Phosphorylation of Tm1 at Ser283 regulates endothelial permeability. Exponentially growing HUVECs were transduced or not with CSII-Venus (empty vector; MOI of 30.2) or CSII-Venus-Tm1wt (Tm1 wild-type vector; MOI of 7.59) or CSII-Venus-Tm1S283A (non-phosphorylatable Tm1 mutant vector; MOI of 6.66) using lentivirus-mediated infection. These Tm1 constructs are insensitive to siRNA7Tm1. After 24 hours, infected HUVECs were transfected with siRNA7Tm1. In A) HUVECs were plated at a density of 1x10⁵ cells per well in the upper part of a Boyden chamber and were cultivated for 3 days until the formation of a tight monolayer. Thereafter, NaF (1 mM for 1 hour) was added to the incubation medium (upper chamber) to inhibit phosphatases and to allow the accumulation of phosphorylated tropomyosin-1. Then, H₂O₂ (250 μM for 30 or 60 minutes) was added to the upper chamber in the presence of 1 mg/ml FITC-labelled dextran. Passage of FITC-labelled dextran through the monolayer of HUVECs was measured immediately after exposure of HUVECs to H₂O₂. The data represent permeability expressed as the mean fold increase (± SEM) relative to untreated cells (n=4 for each condition obtained from a representative experiment out of 4). p value was determined by using unpaired Student t test.
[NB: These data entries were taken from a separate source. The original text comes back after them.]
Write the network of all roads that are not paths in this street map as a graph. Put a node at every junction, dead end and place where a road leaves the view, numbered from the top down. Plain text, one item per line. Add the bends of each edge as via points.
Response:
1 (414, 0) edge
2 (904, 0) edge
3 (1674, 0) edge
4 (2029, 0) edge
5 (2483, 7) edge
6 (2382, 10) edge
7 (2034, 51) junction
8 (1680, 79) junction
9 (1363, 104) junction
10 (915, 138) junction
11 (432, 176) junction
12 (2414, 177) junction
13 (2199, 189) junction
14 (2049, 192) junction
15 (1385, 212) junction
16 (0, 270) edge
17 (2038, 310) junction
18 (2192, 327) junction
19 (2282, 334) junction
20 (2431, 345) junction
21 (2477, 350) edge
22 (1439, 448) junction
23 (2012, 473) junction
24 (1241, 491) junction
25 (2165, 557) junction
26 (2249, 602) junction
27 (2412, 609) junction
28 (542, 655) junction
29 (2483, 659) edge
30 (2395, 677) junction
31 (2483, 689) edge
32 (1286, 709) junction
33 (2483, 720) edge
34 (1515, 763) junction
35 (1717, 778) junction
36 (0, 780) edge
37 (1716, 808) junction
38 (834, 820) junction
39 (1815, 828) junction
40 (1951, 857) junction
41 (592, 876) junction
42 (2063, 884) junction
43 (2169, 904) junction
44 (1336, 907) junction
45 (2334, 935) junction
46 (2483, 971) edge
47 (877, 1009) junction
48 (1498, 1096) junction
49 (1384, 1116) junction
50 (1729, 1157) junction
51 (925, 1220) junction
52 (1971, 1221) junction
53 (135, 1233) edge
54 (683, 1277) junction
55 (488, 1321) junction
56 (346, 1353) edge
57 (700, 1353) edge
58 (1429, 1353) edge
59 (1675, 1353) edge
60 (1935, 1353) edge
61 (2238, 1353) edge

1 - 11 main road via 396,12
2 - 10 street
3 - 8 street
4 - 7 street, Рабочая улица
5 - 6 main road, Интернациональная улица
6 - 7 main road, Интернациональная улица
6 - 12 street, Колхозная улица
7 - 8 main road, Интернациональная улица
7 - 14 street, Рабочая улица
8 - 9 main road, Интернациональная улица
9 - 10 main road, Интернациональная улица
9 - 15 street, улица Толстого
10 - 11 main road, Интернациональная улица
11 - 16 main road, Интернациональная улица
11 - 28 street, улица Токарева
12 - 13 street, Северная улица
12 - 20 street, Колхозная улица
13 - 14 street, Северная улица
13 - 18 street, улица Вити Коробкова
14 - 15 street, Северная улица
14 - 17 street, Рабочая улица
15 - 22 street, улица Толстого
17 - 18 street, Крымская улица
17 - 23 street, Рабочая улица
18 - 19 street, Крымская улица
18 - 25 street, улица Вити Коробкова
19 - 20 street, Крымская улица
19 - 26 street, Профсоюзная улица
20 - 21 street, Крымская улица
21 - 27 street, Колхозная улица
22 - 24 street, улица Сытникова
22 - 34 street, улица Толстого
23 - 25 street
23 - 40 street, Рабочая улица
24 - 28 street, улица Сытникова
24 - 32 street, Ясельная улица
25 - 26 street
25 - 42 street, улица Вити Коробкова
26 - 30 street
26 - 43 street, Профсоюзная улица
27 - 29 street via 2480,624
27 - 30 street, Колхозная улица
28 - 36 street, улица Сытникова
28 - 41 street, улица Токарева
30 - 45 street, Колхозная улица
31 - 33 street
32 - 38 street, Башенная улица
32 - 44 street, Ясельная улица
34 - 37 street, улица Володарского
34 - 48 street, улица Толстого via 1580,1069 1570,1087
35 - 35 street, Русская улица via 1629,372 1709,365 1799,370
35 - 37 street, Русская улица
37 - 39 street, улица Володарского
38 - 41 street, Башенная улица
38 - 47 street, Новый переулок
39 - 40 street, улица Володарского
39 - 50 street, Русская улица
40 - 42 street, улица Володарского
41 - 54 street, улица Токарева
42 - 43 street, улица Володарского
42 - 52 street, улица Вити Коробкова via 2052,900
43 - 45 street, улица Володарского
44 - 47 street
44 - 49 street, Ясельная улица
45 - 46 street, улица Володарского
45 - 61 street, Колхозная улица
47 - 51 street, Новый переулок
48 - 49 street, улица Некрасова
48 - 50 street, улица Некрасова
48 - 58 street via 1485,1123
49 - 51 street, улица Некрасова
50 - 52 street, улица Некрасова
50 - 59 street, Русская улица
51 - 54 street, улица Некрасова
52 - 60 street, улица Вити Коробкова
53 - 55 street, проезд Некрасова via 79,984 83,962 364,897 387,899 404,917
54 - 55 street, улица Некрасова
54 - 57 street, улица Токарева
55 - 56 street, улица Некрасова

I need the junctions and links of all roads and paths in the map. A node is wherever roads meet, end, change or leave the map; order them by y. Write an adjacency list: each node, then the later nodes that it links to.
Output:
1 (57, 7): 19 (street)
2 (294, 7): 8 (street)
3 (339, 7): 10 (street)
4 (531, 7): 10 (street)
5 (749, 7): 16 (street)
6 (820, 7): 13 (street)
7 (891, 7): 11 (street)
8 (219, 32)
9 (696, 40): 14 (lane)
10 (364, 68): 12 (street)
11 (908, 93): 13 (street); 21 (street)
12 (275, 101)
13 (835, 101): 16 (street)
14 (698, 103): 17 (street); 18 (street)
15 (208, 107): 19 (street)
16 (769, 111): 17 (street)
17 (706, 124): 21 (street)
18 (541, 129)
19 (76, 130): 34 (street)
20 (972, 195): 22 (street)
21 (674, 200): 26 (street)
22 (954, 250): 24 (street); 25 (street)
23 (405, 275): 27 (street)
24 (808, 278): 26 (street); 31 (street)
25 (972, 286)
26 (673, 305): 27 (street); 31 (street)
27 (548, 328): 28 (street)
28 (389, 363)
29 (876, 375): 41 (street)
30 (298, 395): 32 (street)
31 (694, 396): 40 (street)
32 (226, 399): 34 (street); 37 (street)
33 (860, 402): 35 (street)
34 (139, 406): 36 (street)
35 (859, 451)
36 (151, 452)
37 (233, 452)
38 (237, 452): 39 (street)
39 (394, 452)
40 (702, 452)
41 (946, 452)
In B) HUVECs were plated at a density of 2×10⁵ cells on gelatin-coated microscope cover glasses into 35 mm Petri dish per condition and were cultivated for 2 days until the formation of a tight monolayer. Thereafter, cells were treated with H₂O₂ (250 μM) for 30 minutes (d-f, j-l and p-r) or were left untreated (a-c, g-i and m-o). Then, cells were fixed, were permeabilized, and were stained for F-actin using Alexa 488-phalloidin (a, d, g, j, m and p), and for Tm1 using anti-tropomyosin monoclonal mouse antibody(b, e, h, k, n and q). A merged picture is shown for each condition (c, f, i, l, o, and r). A representative field for each condition was captured using a Nikon Eclipse 600 fluorescence microscope (40X).